The problem: All the data beneath this line is to be reproduced exactly.

____

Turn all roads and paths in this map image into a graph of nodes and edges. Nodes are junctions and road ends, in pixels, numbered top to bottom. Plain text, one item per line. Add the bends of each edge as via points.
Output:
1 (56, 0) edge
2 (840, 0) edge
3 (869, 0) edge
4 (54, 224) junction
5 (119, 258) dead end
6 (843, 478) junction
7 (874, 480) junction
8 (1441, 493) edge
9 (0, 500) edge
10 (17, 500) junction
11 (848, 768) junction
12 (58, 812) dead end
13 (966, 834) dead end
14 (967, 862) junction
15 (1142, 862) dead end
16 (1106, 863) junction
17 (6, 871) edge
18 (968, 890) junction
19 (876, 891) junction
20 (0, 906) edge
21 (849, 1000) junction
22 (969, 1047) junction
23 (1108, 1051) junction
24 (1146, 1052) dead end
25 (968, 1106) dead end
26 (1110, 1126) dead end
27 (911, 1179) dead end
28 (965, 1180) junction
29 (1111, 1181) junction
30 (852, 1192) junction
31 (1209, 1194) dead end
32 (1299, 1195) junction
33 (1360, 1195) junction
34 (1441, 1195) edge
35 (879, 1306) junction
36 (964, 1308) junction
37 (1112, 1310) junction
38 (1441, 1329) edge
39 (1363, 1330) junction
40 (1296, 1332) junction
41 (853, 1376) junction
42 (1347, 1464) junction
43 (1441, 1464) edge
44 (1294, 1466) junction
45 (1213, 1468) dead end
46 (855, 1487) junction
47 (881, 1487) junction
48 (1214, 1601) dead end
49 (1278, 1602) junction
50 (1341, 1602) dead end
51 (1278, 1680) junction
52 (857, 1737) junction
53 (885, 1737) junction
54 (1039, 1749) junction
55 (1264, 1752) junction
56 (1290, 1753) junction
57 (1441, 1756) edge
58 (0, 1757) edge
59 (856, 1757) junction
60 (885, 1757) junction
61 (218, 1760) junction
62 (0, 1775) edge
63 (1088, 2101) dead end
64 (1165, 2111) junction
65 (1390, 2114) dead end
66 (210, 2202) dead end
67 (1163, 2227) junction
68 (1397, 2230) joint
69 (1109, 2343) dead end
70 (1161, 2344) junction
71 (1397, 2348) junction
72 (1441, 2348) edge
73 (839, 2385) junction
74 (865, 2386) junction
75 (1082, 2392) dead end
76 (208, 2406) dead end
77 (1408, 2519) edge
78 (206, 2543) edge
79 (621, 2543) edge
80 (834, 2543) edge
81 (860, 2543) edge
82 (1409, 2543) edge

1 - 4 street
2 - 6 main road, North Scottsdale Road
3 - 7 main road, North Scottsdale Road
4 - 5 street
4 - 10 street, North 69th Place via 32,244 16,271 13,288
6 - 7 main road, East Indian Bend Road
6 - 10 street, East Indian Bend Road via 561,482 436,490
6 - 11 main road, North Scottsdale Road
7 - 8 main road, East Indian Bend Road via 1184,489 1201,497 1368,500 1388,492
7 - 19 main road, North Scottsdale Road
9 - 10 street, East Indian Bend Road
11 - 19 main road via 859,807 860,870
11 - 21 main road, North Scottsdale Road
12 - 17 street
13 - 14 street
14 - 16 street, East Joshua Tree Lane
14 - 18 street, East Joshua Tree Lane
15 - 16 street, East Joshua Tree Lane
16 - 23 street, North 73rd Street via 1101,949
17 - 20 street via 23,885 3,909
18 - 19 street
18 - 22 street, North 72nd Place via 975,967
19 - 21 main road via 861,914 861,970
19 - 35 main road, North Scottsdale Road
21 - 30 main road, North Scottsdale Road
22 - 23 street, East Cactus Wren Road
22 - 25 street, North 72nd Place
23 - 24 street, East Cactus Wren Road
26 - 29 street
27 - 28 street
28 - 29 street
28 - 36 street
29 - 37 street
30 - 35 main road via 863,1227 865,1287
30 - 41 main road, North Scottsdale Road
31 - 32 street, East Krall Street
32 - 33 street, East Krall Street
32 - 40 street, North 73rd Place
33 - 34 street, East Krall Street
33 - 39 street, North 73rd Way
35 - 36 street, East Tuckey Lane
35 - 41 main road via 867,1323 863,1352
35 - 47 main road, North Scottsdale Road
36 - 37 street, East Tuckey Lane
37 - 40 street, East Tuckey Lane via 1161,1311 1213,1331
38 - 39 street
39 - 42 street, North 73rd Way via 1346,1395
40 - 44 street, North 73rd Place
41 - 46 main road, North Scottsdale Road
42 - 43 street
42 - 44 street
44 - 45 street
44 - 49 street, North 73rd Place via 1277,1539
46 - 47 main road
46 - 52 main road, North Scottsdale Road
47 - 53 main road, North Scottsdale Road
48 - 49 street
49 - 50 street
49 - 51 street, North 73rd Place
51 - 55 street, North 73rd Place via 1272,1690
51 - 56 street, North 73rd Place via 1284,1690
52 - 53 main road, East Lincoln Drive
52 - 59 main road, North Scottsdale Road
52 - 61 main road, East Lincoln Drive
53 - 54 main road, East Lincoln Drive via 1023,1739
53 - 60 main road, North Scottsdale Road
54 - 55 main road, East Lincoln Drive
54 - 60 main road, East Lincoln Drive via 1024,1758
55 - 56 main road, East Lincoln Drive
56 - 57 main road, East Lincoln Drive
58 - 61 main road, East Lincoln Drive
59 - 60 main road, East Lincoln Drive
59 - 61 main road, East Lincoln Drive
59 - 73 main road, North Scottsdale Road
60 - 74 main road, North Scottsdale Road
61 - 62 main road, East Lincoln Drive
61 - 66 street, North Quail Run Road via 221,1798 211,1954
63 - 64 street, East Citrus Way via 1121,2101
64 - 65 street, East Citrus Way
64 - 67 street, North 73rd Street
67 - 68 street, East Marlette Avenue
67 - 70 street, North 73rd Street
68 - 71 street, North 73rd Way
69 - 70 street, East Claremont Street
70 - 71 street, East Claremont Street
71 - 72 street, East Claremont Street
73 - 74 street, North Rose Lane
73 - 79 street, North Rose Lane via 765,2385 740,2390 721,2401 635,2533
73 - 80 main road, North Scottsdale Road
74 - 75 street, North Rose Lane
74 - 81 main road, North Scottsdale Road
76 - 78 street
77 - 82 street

____

Answer for this exercise:
Turn all roads and paths in this map image into a graph of nodes and edges. Nodes are junctions and road ends, in pixels, numbered top to bottom. Plain text, one item per line. Add the bends of each edge as via points.
Output:
1 (56, 0) edge
2 (840, 0) edge
3 (869, 0) edge
4 (54, 224) junction
5 (119, 258) dead end
6 (843, 478) junction
7 (874, 480) junction
8 (1441, 493) edge
9 (0, 500) edge
10 (17, 500) junction
11 (848, 768) junction
12 (58, 812) dead end
13 (966, 834) dead end
14 (967, 862) junction
15 (1142, 862) dead end
16 (1106, 863) junction
17 (6, 871) edge
18 (968, 890) junction
19 (876, 891) junction
20 (0, 906) edge
21 (849, 1000) junction
22 (969, 1047) junction
23 (1108, 1051) junction
24 (1146, 1052) dead end
25 (968, 1106) dead end
26 (1110, 1126) dead end
27 (911, 1179) dead end
28 (965, 1180) junction
29 (1111, 1181) junction
30 (852, 1192) junction
31 (1209, 1194) dead end
32 (1299, 1195) junction
33 (1360, 1195) junction
34 (1441, 1195) edge
35 (879, 1306) junction
36 (964, 1308) junction
37 (1112, 1310) junction
38 (1441, 1329) edge
39 (1363, 1330) junction
40 (1296, 1332) junction
41 (853, 1376) junction
42 (1347, 1464) junction
43 (1441, 1464) edge
44 (1294, 1466) junction
45 (1213, 1468) dead end
46 (855, 1487) junction
47 (881, 1487) junction
48 (1214, 1601) dead end
49 (1278, 1602) junction
50 (1341, 1602) dead end
51 (1278, 1680) junction
52 (857, 1737) junction
53 (885, 1737) junction
54 (1039, 1749) junction
55 (1264, 1752) junction
56 (1290, 1753) junction
57 (1441, 1756) edge
58 (0, 1757) edge
59 (856, 1757) junction
60 (885, 1757) junction
61 (218, 1760) junction
62 (0, 1775) edge
63 (1088, 2101) dead end
64 (1165, 2111) junction
65 (1390, 2114) dead end
66 (210, 2202) dead end
67 (1163, 2227) junction
68 (1397, 2230) joint
69 (1109, 2343) dead end
70 (1161, 2344) junction
71 (1397, 2348) junction
72 (1441, 2348) edge
73 (839, 2385) junction
74 (865, 2386) junction
75 (1082, 2392) dead end
76 (208, 2406) dead end
77 (1408, 2519) edge
78 (206, 2543) edge
79 (621, 2543) edge
80 (834, 2543) edge
81 (860, 2543) edge
82 (1409, 2543) edge

1 - 4 street
2 - 6 main road, North Scottsdale Road
3 - 7 main road, North Scottsdale Road
4 - 5 street
4 - 10 street, North 69th Place via 32,244 16,271 13,288
6 - 7 main road, East Indian Bend Road
6 - 10 street, East Indian Bend Road via 561,482 436,490
6 - 11 main road, North Scottsdale Road
7 - 8 main road, East Indian Bend Road via 1184,489 1201,497 1368,500 1388,492
7 - 19 main road, North Scottsdale Road
9 - 10 street, East Indian Bend Road
11 - 19 main road via 859,807 860,870
11 - 21 main road, North Scottsdale Road
12 - 17 street
13 - 14 street
14 - 16 street, East Joshua Tree Lane
14 - 18 street, East Joshua Tree Lane
15 - 16 street, East Joshua Tree Lane
16 - 23 street, North 73rd Street via 1101,949
17 - 20 street via 23,885 3,909
18 - 19 street
18 - 22 street, North 72nd Place via 975,967
19 - 21 main road via 861,914 861,970
19 - 35 main road, North Scottsdale Road
21 - 30 main road, North Scottsdale Road
22 - 23 street, East Cactus Wren Road
22 - 25 street, North 72nd Place
23 - 24 street, East Cactus Wren Road
26 - 29 street
27 - 28 street
28 - 29 street
28 - 36 street
29 - 37 street
30 - 35 main road via 863,1227 865,1287
30 - 41 main road, North Scottsdale Road
31 - 32 street, East Krall Street
32 - 33 street, East Krall Street
32 - 40 street, North 73rd Place
33 - 34 street, East Krall Street
33 - 39 street, North 73rd Way
35 - 36 street, East Tuckey Lane
35 - 41 main road via 867,1323 863,1352
35 - 47 main road, North Scottsdale Road
36 - 37 street, East Tuckey Lane
37 - 40 street, East Tuckey Lane via 1161,1311 1213,1331
38 - 39 street
39 - 42 street, North 73rd Way via 1346,1395
40 - 44 street, North 73rd Place
41 - 46 main road, North Scottsdale Road
42 - 43 street
42 - 44 street
44 - 45 street
44 - 49 street, North 73rd Place via 1277,1539
46 - 47 main road
46 - 52 main road, North Scottsdale Road
47 - 53 main road, North Scottsdale Road
48 - 49 street
49 - 50 street
49 - 51 street, North 73rd Place
51 - 55 street, North 73rd Place via 1272,1690
51 - 56 street, North 73rd Place via 1284,1690
52 - 53 main road, East Lincoln Drive
52 - 59 main road, North Scottsdale Road
52 - 61 main road, East Lincoln Drive
53 - 54 main road, East Lincoln Drive via 1023,1739
53 - 60 main road, North Scottsdale Road
54 - 55 main road, East Lincoln Drive
54 - 60 main road, East Lincoln Drive via 1024,1758
55 - 56 main road, East Lincoln Drive
56 - 57 main road, East Lincoln Drive
58 - 61 main road, East Lincoln Drive
59 - 60 main road, East Lincoln Drive
59 - 61 main road, East Lincoln Drive
59 - 73 main road, North Scottsdale Road
60 - 74 main road, North Scottsdale Road
61 - 62 main road, East Lincoln Drive
61 - 66 street, North Quail Run Road via 221,1798 211,1954
63 - 64 street, East Citrus Way via 1121,2101
64 - 65 street, East Citrus Way
64 - 67 street, North 73rd Street
67 - 68 street, East Marlette Avenue
67 - 70 street, North 73rd Street
68 - 71 street, North 73rd Way
69 - 70 street, East Claremont Street
70 - 71 street, East Claremont Street
71 - 72 street, East Claremont Street
73 - 74 street, North Rose Lane
73 - 79 street, North Rose Lane via 765,2385 740,2390 721,2401 635,2533
73 - 80 main road, North Scottsdale Road
74 - 75 street, North Rose Lane
74 - 81 main road, North Scottsdale Road
76 - 78 street
77 - 82 street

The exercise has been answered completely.